Search the entries for the word "highway" and return every line where it is found.
◇ ◇ ◇ ◇ ◇ ◇ ◇
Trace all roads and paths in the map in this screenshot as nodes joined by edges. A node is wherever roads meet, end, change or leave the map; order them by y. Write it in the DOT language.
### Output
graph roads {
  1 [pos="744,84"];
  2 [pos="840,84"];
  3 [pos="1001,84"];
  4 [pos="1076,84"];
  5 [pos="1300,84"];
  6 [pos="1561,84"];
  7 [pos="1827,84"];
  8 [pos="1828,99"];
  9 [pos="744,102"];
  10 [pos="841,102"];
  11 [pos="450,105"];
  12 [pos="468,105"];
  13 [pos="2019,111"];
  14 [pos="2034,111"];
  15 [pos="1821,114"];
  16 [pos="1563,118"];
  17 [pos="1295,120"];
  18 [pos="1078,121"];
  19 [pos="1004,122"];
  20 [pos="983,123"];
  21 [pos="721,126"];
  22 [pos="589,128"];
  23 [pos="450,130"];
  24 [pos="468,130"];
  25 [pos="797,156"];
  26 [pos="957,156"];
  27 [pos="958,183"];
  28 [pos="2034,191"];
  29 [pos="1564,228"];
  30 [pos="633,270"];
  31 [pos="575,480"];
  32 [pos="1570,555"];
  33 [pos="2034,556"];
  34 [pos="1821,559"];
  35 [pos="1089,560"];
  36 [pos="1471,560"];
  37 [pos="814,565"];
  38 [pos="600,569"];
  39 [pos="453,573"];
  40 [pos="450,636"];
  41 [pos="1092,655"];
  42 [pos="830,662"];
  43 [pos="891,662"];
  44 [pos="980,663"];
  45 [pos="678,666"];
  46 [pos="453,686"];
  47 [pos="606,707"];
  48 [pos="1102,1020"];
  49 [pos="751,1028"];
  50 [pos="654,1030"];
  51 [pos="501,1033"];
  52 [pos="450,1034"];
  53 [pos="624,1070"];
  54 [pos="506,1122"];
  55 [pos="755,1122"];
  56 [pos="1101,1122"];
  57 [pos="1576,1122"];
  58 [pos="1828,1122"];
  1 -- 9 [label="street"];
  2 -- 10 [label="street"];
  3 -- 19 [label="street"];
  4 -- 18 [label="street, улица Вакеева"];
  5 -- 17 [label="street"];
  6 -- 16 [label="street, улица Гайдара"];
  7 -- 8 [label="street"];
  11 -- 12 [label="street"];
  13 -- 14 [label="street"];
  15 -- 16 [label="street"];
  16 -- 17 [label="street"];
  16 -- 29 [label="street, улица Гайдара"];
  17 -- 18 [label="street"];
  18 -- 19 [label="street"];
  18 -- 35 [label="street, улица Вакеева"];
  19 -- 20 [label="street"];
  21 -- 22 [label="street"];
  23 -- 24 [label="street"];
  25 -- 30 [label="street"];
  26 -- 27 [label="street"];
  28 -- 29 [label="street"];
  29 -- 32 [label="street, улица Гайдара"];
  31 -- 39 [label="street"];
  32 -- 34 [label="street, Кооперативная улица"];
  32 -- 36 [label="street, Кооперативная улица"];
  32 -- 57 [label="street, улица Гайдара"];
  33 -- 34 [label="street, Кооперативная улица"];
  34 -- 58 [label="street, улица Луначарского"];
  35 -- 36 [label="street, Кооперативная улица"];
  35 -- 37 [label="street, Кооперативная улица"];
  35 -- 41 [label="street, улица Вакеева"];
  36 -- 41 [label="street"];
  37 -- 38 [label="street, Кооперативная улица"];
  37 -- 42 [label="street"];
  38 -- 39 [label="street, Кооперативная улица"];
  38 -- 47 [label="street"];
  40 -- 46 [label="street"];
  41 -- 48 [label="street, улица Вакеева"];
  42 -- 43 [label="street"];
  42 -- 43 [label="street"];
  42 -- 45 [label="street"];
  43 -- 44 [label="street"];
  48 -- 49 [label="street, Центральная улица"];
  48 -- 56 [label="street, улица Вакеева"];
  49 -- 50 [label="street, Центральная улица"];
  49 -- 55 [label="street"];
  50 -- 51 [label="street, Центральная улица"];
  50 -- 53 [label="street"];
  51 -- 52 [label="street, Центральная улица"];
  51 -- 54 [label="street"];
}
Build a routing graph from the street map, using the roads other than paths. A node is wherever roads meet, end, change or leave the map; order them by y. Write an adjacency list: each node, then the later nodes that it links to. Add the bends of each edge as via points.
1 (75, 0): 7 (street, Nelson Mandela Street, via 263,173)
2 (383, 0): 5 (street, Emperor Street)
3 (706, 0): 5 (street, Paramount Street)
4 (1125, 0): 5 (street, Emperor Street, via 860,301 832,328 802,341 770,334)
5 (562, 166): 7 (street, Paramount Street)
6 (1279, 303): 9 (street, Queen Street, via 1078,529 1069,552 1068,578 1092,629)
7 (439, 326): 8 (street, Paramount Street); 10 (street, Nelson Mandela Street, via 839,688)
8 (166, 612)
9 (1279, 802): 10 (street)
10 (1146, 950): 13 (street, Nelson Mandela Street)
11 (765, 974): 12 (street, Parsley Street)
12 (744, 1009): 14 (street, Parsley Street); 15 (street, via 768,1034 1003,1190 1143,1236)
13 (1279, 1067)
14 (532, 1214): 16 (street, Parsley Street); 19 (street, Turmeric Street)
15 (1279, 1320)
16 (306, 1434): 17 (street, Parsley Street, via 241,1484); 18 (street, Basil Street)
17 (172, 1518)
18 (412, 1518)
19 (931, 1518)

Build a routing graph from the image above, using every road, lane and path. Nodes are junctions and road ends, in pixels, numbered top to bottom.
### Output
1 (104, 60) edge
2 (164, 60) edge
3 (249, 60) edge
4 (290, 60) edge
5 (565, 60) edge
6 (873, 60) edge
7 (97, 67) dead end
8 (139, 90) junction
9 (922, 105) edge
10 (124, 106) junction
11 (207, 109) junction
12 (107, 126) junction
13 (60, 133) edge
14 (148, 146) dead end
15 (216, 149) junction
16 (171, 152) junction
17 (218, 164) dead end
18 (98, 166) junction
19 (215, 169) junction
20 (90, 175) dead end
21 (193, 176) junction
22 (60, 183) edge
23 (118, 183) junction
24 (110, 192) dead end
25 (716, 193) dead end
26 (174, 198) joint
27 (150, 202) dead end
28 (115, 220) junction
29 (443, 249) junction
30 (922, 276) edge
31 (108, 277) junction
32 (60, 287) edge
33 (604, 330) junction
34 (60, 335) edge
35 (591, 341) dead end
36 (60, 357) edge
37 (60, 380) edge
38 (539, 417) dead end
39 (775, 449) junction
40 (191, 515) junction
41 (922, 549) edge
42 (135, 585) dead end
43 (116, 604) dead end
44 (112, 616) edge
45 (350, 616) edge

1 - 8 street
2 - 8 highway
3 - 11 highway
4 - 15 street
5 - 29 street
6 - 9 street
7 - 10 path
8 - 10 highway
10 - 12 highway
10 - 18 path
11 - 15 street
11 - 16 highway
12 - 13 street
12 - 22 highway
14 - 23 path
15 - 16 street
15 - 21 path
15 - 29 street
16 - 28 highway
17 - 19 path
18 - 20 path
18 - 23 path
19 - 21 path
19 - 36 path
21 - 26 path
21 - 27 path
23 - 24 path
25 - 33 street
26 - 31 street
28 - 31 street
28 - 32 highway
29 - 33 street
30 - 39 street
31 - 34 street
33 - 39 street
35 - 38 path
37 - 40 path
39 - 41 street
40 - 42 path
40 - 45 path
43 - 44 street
◇ ◇ ◇ ◇ ◇ ◇ ◇
■ EXERCISE RESPONSE
2 - 8 highway
3 - 11 highway
8 - 10 highway
10 - 12 highway
11 - 16 highway
12 - 22 highway
16 - 28 highway
28 - 32 highway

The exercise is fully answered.